New small language model from Microsoft that can look at images and tell their content

Microsoft announced the new version of its small language model called Phi-3, which can look at images and tell what they contain. Being a multi-mode model, Phi-3-vision can read both text and images and is best used on mobile devices.

Microsoft says Phi-3-vision, available now in preview, is a 4.2 billion-parameter model (parameters indicate how complex a model is and how much its training understands) that can do common visual reasoning tasks like asking questions about graphics.

But Phi-3-vision is much smaller than other vision-focused AI models, such as OpenAI's DALL-E or Stability AI's Stable Diffusion. Unlike these models, Phi-3-vision does not create an image, but can understand what is in the image and analyze it for the user.

The software giant announced the Phi-3 in April with the launch of the Phi-3-mini, the smallest Phi-3 model with 3.8 billion parameters. There are two more members of the Phi-3 family: Phi-3-small (7 billion parameters) and Phi-3-medium (14 billion parameters).

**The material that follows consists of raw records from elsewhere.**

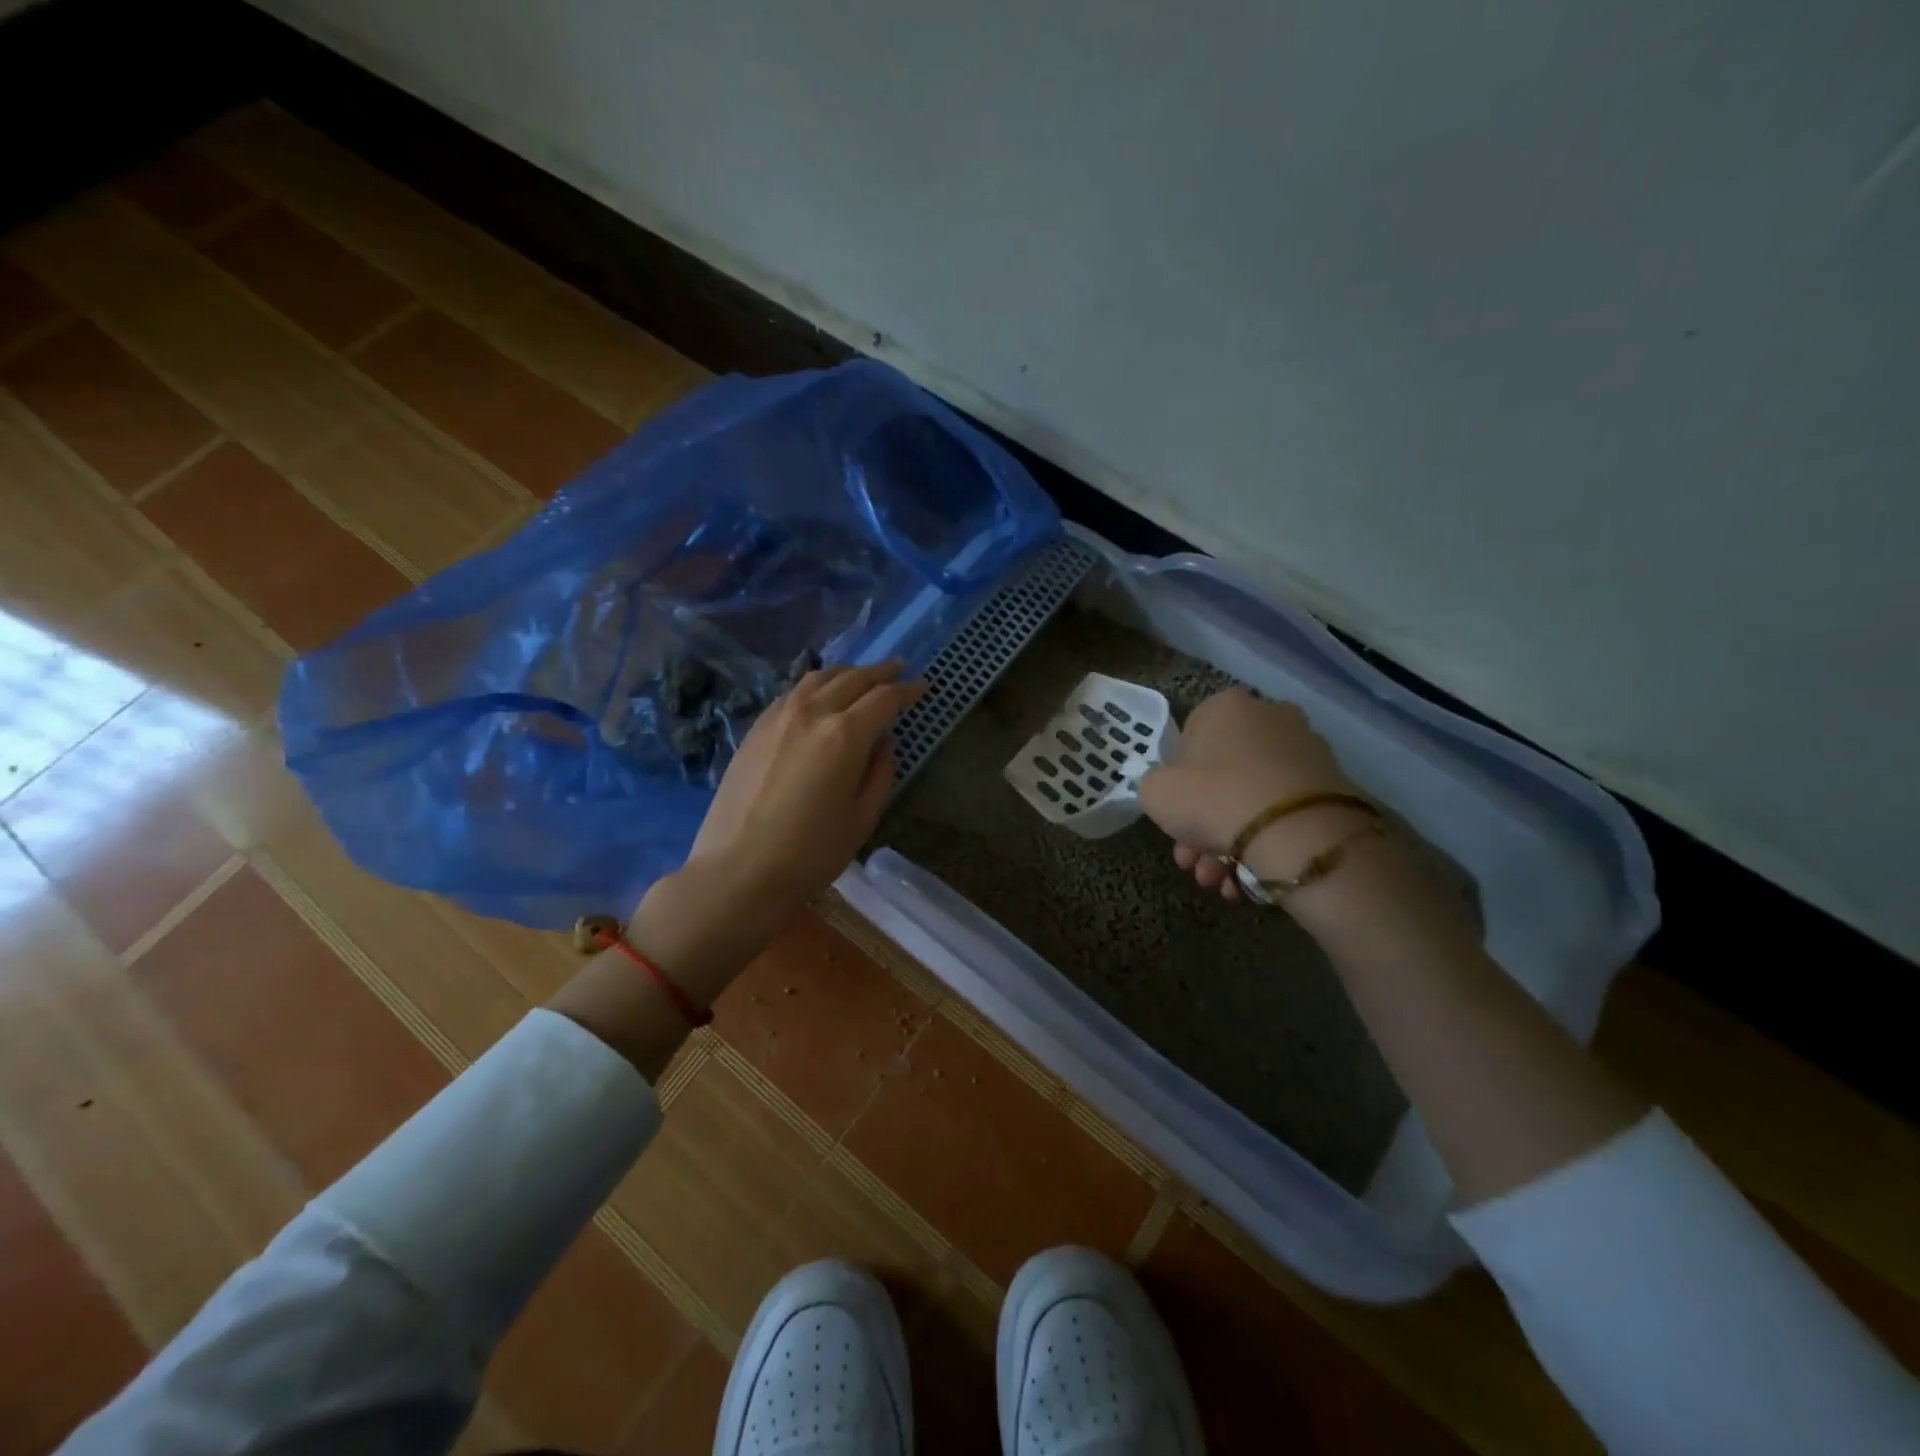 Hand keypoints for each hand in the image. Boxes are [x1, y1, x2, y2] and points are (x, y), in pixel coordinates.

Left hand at [629, 660, 924, 999]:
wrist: (737, 872)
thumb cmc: (810, 854)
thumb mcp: (862, 819)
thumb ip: (880, 773)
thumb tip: (882, 743)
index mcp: (845, 735)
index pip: (884, 699)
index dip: (908, 690)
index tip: (923, 685)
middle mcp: (812, 713)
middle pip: (852, 679)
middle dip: (880, 672)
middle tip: (899, 669)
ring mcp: (778, 717)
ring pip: (818, 678)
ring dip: (847, 673)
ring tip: (862, 677)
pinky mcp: (755, 729)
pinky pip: (792, 693)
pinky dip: (815, 686)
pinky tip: (820, 697)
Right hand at [1138, 689, 1369, 900]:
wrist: (1292, 832)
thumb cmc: (1212, 797)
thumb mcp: (1154, 791)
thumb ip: (1155, 784)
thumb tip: (1173, 790)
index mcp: (1225, 706)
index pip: (1188, 740)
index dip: (1176, 783)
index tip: (1174, 816)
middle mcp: (1270, 717)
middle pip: (1222, 776)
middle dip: (1202, 825)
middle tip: (1193, 862)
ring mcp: (1305, 751)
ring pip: (1251, 799)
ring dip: (1229, 843)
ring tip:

AI model developers are introducing small, lightweight AI models like Phi-3 as demand for more affordable and less compute-intensive AI services grows. Smaller models can be used to power AI features on devices like phones and laptops without needing to take up too much space in computer memory. In addition to the Phi-3 and its predecessor, the Phi-2, Microsoft has released other smaller models. Orca-Math, a math problem-solving model, reportedly answers math questions better than larger counterparts like Google's Gemini Pro.

Microsoft adds members of the Phi-3 family to Azure's model library

Phi-3-vision is now available in preview. Other members of the Phi-3 family (Phi-3-mini, Phi-3-small, and Phi-3-medium) are now available through Azure's model library.